▶ _THE TASK_: Below are records; how many of their lines hold the string "nodes"? Reply with nothing but the number.
>>>
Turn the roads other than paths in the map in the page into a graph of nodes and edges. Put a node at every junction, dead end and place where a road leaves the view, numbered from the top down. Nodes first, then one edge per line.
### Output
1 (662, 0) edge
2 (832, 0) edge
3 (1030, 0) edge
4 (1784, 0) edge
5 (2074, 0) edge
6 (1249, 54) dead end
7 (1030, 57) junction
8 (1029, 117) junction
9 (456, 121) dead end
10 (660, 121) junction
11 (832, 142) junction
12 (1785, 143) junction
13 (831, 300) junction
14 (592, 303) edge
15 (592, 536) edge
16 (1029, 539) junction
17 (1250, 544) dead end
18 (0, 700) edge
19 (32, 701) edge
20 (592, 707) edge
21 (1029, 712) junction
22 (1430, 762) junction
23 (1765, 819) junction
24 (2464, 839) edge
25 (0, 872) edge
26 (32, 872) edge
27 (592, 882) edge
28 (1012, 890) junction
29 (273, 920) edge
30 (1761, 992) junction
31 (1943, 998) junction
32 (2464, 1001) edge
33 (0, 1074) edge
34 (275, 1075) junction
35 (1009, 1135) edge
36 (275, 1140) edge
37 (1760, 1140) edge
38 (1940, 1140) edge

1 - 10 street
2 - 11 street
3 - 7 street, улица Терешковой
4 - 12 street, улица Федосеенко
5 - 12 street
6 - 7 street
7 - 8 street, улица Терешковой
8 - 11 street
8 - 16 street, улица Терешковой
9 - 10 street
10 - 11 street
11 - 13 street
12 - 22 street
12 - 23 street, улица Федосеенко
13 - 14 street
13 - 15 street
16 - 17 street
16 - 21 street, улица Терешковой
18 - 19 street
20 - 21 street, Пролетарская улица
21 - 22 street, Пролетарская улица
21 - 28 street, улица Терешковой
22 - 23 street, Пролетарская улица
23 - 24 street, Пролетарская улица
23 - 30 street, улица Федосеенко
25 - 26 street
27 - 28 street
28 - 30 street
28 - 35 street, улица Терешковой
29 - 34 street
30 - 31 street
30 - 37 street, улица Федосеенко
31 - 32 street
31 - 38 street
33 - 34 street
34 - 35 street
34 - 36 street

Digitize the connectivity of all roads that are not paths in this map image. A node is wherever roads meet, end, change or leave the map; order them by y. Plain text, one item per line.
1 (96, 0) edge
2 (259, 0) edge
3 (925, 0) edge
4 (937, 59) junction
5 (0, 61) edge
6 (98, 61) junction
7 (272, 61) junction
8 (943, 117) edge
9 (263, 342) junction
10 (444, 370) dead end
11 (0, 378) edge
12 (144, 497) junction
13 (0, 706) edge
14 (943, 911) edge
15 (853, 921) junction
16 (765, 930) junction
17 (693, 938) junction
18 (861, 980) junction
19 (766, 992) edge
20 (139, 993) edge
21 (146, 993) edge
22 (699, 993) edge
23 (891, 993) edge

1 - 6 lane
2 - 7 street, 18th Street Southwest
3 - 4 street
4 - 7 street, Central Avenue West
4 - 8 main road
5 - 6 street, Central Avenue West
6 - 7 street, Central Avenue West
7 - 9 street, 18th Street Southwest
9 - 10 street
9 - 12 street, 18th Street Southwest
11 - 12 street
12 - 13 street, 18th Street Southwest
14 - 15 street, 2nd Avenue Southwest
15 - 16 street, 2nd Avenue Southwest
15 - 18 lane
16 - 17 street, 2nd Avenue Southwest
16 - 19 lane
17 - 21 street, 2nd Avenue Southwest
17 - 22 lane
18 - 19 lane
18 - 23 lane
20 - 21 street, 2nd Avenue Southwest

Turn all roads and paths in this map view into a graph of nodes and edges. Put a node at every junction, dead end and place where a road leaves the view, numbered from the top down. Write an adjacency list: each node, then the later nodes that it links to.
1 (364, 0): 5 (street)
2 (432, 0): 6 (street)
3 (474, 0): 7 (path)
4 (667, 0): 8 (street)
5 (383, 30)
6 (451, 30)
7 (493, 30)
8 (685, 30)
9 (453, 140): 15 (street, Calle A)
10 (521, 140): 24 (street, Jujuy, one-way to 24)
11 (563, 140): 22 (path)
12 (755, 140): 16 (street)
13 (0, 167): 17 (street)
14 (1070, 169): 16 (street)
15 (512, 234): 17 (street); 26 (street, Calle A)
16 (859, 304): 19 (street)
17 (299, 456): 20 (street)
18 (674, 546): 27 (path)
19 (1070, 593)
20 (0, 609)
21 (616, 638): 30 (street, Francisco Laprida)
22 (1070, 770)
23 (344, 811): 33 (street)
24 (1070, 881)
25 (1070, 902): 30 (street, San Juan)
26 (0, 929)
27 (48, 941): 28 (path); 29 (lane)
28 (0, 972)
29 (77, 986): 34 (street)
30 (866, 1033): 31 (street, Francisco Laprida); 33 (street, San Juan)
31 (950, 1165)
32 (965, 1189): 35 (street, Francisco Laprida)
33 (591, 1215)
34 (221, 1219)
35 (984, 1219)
<<<
▶ _EXERCISE ANSWER_: 2